L'humeur des marchés reste très sensible à l'actualité
Nous préférons réduire les risques au sein de nos portefeuilles. Le cycle économique se trouve à un stade avancé et touche progressivement à sa fin. Les risques politiques restent d'actualité, au premier rang desquels l'issue toujours floue du Brexit, les tensions géopolitiques au Moyen-Orient et la guerre commerciale. Par ailleurs, toute révision à la baisse des prévisions de bénéfices (une hypothèse probable) pourrait donner lieu à une dévaluation compte tenu du niveau déjà tendu des valorisations.

 

 

Stratégies alternatives
Les conditions actuelles sont selon nous toujours propices aux stratégies de portage (L/S Credit, Global Macro axé sur les marchés émergents, etc.).

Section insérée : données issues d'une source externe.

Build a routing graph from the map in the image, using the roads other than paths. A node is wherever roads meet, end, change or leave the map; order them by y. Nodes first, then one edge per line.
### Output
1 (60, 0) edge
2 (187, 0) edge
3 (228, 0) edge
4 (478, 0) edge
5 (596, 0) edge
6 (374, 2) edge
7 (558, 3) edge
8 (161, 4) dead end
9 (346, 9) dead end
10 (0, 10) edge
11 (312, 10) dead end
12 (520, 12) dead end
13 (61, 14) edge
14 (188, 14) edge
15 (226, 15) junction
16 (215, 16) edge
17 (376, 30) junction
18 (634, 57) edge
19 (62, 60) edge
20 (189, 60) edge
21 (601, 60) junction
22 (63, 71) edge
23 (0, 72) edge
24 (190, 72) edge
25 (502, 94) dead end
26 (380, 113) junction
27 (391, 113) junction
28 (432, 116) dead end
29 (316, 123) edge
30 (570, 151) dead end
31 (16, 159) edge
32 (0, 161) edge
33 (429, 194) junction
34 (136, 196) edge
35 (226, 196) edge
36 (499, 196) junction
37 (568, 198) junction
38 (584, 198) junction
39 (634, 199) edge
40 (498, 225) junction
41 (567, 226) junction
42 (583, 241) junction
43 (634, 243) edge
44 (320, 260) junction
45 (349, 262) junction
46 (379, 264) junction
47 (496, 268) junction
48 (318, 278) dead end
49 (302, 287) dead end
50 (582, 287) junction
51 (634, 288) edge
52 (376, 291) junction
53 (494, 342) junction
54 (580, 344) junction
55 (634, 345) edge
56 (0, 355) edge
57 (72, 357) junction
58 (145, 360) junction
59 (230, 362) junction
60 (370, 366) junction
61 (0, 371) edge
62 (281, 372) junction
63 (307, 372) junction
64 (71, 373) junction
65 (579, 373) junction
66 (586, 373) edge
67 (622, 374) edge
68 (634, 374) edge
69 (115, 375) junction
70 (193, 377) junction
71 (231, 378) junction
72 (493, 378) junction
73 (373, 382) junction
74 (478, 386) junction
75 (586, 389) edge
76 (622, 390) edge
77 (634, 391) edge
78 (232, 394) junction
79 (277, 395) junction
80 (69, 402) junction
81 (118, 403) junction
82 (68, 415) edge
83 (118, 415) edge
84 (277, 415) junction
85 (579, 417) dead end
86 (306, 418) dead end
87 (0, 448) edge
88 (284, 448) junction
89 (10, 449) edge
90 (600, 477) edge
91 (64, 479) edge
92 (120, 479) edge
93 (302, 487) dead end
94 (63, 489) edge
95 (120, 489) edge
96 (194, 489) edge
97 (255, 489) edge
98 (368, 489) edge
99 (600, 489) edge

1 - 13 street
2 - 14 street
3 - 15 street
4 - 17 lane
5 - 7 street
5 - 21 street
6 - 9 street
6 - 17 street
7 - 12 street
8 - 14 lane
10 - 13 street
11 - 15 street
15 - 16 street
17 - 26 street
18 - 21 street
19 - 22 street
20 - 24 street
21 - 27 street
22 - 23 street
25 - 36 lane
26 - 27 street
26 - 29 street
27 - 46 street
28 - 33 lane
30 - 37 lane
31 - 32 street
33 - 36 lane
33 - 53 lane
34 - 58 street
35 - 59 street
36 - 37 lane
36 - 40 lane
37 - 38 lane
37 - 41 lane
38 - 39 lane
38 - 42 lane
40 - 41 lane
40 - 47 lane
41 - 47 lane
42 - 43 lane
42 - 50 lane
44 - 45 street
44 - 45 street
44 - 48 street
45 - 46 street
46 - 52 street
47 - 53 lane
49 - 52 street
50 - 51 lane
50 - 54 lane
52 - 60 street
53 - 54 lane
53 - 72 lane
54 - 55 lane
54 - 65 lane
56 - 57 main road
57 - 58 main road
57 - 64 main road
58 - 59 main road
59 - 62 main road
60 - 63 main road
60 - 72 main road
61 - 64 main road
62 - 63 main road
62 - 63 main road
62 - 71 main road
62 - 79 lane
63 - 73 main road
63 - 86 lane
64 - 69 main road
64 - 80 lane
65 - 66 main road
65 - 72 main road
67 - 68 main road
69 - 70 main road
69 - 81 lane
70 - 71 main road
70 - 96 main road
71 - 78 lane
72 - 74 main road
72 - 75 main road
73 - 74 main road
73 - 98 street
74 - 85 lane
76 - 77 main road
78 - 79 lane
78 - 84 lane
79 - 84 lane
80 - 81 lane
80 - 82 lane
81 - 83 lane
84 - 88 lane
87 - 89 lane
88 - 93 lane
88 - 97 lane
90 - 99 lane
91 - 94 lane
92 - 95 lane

D'un point de vue général, nous préférons les stratégies L/S Credit et Event-Driven à leurs homologues L/S Equity et Global Macro/CTA. Parmi les changements opérés récemment, nous avons fait passer les stratégies Macro d'une sous-pondération à un positionnement neutre, dès lors qu'elles confèrent une protection en cas de renversement de tendance sur le marché obligataire.

 


Nous maintenons la surpondération de la stratégie Merger Arbitrage, qui bénéficie d'une faible corrélation aux actions et de rendements peu volatils. Ces deux avantages contrebalancent le ralentissement des volumes de fusions-acquisitions aux États-Unis et l'étroitesse des spreads de transactions. Nous continuons également de surpondérer les stratégies L/S Credit afin d'exploiter les risques haussiers liés à la légère amélioration de l'activité économique, tout en réduisant la volatilité au sein des portefeuilles par rapport aux stratégies L/S Equity. Enfin, nous sous-pondérons les stratégies Directional L/S Equity, même si elles ont récemment adopté un positionnement défensif. Elles pourraient en effet souffrir du regain d'aversion pour le risque que nous anticipons dans les prochains mois. Nous privilégions les stratégies défensives à faible volatilité à leurs homologues cycliques/de rendement, ce qui explique par exemple notre surpondération de la stratégie Market Neutral L/S.